_ACTION ITEM_: Count how many lines of the data include "Caligola". The answer is that number and nothing else.
SUPPLIED MATERIAL below:
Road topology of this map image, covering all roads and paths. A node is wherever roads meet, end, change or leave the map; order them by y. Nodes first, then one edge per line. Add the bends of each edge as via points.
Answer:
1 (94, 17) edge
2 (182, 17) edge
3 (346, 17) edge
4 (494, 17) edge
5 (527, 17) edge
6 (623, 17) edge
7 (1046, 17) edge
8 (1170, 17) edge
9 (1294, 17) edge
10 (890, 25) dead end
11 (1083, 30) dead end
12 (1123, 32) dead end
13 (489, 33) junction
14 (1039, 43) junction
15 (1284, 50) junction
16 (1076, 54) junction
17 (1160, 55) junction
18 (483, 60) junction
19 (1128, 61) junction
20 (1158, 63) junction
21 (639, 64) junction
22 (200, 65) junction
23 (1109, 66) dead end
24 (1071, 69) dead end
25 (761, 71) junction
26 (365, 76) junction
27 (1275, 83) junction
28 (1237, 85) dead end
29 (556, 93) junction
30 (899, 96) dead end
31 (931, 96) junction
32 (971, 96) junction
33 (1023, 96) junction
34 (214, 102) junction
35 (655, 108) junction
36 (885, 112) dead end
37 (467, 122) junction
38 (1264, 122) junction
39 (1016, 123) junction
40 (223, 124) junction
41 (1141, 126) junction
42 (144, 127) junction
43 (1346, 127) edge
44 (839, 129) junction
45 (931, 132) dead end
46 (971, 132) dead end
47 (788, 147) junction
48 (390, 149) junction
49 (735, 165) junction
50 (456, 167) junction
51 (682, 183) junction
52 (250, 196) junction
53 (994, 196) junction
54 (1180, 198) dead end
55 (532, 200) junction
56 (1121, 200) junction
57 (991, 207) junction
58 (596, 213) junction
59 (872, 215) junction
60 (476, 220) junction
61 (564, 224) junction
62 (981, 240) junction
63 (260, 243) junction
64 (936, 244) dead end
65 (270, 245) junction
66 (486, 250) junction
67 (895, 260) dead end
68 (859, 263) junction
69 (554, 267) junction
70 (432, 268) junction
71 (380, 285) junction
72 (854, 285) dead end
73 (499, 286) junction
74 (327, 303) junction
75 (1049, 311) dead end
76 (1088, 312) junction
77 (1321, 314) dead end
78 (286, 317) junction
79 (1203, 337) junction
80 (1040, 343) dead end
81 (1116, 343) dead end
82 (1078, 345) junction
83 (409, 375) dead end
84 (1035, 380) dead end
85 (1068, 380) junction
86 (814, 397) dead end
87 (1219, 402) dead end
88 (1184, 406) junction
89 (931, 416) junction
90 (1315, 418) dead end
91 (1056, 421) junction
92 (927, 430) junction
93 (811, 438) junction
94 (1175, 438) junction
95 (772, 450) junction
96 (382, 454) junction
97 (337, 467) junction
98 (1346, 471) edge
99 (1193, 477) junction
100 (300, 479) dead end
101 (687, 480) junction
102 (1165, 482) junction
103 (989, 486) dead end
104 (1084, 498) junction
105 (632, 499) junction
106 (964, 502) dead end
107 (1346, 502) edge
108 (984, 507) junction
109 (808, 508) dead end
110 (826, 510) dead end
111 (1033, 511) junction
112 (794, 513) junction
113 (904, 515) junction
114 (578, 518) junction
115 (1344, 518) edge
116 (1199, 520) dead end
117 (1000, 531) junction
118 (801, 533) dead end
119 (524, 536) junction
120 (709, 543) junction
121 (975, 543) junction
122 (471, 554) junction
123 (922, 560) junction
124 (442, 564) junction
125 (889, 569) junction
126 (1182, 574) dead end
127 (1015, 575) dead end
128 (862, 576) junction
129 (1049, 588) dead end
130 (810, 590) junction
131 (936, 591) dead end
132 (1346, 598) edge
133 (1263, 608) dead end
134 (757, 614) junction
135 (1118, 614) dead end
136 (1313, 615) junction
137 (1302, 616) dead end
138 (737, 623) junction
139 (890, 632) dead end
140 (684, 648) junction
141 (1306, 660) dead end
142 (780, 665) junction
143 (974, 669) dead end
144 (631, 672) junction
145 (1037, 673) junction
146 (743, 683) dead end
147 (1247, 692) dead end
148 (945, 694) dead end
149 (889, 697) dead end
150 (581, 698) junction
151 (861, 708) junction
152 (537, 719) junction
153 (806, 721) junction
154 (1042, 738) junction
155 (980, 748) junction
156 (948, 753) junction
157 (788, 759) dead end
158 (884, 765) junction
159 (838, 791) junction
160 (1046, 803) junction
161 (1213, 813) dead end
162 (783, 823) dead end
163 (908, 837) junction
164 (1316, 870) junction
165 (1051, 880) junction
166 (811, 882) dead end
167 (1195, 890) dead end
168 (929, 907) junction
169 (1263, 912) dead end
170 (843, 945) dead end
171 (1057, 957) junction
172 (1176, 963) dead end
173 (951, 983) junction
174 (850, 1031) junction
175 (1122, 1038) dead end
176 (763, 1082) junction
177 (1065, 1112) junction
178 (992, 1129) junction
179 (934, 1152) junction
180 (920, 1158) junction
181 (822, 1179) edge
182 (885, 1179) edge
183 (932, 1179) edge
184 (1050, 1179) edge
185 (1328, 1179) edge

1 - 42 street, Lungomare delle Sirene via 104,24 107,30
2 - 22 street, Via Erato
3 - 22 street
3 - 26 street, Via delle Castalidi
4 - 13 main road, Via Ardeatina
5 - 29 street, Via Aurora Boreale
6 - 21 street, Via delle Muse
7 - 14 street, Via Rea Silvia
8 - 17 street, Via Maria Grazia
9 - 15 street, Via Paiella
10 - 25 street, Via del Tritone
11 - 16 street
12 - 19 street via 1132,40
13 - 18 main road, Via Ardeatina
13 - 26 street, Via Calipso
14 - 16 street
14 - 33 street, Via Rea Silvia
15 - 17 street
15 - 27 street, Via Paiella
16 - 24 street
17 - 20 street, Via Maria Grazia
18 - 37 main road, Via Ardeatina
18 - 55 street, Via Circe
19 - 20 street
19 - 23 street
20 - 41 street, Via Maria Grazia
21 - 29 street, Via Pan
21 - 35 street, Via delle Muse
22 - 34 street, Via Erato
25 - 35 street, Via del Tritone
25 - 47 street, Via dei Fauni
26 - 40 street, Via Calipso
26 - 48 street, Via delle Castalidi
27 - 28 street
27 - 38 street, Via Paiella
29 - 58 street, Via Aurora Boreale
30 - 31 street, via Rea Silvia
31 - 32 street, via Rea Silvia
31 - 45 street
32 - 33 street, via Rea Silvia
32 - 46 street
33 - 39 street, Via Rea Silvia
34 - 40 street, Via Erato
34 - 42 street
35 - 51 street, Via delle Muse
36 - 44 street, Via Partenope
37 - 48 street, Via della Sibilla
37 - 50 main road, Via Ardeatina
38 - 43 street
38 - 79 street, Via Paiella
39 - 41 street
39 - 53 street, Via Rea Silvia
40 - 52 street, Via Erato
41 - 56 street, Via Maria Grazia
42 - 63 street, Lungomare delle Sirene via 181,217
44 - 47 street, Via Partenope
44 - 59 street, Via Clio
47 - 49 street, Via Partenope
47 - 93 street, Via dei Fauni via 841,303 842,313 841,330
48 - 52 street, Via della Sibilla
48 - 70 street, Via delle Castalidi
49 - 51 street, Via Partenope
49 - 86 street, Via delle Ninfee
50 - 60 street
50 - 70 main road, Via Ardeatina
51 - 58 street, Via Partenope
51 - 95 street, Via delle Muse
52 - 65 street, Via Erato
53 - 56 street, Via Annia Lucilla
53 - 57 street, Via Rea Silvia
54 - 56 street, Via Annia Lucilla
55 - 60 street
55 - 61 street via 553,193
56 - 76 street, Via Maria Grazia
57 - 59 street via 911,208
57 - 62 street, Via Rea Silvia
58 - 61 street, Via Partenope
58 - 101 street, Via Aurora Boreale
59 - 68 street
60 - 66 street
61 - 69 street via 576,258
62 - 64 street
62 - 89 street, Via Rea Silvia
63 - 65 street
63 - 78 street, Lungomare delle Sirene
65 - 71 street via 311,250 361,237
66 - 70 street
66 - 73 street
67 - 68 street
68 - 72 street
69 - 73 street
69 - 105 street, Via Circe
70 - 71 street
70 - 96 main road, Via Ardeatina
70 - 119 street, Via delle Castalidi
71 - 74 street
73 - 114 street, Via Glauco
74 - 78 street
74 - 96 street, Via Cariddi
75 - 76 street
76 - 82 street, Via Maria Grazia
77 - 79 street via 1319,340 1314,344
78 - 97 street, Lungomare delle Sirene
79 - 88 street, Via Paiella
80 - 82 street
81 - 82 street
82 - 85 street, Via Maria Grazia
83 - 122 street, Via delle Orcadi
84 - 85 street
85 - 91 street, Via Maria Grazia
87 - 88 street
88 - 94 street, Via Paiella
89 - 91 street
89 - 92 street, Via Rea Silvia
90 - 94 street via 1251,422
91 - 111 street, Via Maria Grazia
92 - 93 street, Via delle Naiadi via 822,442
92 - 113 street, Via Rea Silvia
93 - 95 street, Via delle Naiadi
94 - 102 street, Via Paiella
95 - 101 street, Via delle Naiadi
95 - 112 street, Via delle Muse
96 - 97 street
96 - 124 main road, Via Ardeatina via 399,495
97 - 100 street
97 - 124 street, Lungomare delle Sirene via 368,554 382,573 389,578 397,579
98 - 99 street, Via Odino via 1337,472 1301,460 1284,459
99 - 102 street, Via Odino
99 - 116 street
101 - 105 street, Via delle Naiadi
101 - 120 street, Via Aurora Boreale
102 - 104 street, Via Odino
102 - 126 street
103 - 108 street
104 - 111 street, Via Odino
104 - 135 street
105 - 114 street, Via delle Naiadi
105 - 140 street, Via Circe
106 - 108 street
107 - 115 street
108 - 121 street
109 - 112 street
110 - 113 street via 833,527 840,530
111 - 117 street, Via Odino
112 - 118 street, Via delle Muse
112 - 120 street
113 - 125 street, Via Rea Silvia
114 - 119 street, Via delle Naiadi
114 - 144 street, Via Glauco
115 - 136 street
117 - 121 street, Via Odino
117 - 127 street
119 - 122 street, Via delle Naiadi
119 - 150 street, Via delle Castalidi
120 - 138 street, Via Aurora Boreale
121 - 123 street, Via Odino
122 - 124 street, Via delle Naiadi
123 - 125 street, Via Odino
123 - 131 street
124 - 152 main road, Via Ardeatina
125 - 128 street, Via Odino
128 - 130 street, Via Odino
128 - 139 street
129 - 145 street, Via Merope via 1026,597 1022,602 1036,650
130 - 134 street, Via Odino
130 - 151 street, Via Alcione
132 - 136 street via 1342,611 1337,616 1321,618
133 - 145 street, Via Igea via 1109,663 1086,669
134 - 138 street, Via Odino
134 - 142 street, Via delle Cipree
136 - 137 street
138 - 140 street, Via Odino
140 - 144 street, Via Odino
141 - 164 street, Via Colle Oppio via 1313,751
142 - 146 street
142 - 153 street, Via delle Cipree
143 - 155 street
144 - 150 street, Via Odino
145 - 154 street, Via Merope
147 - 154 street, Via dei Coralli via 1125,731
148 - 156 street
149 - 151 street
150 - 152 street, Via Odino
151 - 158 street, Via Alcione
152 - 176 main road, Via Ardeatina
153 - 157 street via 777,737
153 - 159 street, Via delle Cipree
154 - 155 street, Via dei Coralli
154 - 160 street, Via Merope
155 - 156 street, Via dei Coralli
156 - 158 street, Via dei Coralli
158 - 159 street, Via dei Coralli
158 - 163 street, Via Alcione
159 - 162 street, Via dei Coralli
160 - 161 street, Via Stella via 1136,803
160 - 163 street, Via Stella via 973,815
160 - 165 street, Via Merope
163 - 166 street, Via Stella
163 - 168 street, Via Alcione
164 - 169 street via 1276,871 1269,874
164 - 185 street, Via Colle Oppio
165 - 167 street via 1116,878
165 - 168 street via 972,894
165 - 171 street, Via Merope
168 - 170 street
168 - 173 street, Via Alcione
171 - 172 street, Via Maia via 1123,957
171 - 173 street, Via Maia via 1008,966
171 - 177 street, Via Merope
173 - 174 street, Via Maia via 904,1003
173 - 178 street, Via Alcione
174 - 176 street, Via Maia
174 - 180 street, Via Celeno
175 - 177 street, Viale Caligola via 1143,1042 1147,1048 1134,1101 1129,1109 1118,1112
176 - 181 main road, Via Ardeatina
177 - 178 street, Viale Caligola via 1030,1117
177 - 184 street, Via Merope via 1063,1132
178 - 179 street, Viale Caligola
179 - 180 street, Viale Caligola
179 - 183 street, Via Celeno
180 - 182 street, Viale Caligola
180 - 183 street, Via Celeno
End of SUPPLIED MATERIAL.
_OUTPUT OF THE EXERCISE_: 5